The sex is nothing to me. The sex is sex. It always has been sex. The secret things, the longings and the insecurities, the picking at my own frayed sanity is reserved for those I call upon in the hour of need, a tiny inner circle. One person at a time. Someone who listens to the car wreck of my life, over and over, each head-on collision paring me down to basics. Brain-stem function, knee jerk reaction. My friend. My secret friend. My imaginary friend. Until that friend has watched the traffic accident of my life so often that they bore of their role as spectator. Then they turn and walk away and I am left to my butting against my life, alone and unobserved.

Monday, September 1, 2008

Waterbed

The first thing I bought was a bed. A bed and sheets. I had an image in my head of silk sheets, thick and heavy. Sheets that you could wrap your naked flesh in and have pleasure just from the shrouding. The satin was a concession to my status as a student. The sheets were cheap but they were a bright red and they looked beautiful and felt quite nice until the airlessness of synthetic fibres dragged a fine layer of sweat from my skin.

A bed was more difficult. I wanted something large, some king sized wonder of engineering. I wanted a bed for languid fucking. Something that you could spend months on, a virtual boat of a bed, pillows like marshmallows, smelling faintly of expensive perfume.

Maybe I didn't think it through. I decided on a waterbed on someone else's recommendation. There was the glitz of porno-chic that appealed to me. An excessiveness that suited. I imagined a thousand liquid nights and the delight of a back and forth rocking, a boat tied to the shore, but still caught by a gentle tide, tugging me towards a boundless ocean.

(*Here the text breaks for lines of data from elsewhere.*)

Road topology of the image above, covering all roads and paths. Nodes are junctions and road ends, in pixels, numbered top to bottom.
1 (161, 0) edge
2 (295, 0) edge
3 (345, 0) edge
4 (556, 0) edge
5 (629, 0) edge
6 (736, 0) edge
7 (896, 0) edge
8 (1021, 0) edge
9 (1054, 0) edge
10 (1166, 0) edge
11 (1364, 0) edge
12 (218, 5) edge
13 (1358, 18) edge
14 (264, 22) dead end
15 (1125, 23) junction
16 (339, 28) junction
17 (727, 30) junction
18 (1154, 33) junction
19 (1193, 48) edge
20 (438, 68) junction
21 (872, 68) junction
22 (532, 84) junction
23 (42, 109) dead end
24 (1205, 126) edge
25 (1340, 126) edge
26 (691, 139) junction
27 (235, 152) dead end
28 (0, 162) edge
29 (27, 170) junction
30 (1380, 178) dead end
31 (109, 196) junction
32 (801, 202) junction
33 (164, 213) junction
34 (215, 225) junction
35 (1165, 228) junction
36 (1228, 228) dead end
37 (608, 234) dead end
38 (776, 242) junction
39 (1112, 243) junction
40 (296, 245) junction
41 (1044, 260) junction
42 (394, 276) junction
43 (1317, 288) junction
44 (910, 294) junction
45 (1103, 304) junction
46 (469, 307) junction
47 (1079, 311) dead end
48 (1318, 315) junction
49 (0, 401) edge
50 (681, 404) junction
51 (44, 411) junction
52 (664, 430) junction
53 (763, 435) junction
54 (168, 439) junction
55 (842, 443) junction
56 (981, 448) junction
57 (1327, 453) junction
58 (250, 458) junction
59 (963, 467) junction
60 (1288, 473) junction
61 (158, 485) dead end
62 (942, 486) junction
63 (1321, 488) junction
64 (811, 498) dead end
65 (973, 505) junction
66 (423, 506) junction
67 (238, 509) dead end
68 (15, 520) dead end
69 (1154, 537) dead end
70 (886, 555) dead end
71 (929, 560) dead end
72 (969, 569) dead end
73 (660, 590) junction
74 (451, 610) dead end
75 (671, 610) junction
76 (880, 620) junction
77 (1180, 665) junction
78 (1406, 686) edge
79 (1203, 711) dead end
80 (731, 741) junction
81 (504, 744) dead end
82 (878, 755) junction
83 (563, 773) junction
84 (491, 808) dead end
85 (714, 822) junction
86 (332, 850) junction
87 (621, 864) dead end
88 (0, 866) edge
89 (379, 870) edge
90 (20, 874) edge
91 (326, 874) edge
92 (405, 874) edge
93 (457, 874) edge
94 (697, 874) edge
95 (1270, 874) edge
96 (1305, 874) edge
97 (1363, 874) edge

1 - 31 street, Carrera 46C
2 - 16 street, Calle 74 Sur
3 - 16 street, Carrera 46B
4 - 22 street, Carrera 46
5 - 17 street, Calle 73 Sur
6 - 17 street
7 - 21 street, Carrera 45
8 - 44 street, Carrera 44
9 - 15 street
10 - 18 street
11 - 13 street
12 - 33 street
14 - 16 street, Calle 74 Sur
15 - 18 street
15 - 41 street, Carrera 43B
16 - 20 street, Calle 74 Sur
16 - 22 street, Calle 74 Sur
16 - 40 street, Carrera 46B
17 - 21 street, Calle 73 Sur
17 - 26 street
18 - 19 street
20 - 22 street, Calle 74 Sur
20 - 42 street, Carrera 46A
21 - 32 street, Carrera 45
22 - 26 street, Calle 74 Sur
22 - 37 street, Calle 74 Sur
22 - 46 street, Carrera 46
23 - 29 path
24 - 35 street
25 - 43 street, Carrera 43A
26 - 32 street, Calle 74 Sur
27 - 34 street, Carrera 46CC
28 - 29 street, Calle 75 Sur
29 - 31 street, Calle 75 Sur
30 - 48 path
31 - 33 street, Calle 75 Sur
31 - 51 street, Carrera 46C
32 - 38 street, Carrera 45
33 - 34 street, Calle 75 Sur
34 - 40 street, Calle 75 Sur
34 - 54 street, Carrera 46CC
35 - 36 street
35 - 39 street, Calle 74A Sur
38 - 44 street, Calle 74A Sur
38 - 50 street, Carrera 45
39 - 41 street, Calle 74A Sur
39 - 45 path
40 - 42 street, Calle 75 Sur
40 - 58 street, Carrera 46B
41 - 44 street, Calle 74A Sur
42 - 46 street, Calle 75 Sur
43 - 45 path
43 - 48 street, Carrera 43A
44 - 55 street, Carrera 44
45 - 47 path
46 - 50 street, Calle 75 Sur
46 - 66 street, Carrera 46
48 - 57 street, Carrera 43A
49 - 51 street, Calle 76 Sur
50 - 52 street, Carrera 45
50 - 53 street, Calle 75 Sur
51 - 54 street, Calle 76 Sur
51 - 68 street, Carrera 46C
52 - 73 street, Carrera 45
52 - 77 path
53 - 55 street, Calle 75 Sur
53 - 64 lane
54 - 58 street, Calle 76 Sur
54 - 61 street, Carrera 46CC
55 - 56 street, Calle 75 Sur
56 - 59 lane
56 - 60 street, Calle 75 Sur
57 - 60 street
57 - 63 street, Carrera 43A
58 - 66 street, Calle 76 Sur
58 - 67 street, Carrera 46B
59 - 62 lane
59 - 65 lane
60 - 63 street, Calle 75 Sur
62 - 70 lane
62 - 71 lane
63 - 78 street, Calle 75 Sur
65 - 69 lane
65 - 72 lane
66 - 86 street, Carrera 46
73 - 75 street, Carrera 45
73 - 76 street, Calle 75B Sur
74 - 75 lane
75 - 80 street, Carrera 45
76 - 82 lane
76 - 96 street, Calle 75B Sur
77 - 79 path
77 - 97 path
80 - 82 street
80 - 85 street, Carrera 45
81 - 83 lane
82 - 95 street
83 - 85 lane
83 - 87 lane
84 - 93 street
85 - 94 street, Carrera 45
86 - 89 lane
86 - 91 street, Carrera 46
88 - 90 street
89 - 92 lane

We lay on the bed and the ice cold caught me in the kidneys. I shivered. The thing would take 24 hours to warm up. I was determined to have sex on it despite this, but the positioning was impossible. If you lay on your back there was the issue of the cold. If you knelt there was the impossibility of the waves, each little thrust caught on a tide and magnified in a series of ever larger ripples. It made us laugh. It made us tumble over onto our sides, in this position we took to shivering. We put on jumpers, coats, socks. We made a wooly bundle of our bodies leaving peepholes in the layers through which to touch each other. We spent a joyous time experimenting with the oceanic roll of waves. There was much laughter, but at the end of it all we climbed down onto the carpet, shedding layers of winter woollies on the way and we burned our knees on the old short pile. We lay on the post-coital carpet and I dragged the satin sheets off the bed and they were too hot and made us sweat and gifted me with dreams of abandoned babies, lost to a shoe box in the cupboard. I woke and rolled over onto the hard ache of the space beside him and I told him about the dream and my dissapointment of the sheets and the fact that I had probably spent everything I had on a kingsized bed that I couldn't fuck in.

"We'll fuck on the floor." He pulled me to him and he had the most beautiful clear blue eyes, full of a need for me to like him. I liked him. I lay on the floor beside my waterbed and I shut my eyes tight and I hugged and I wondered if I had finally come home.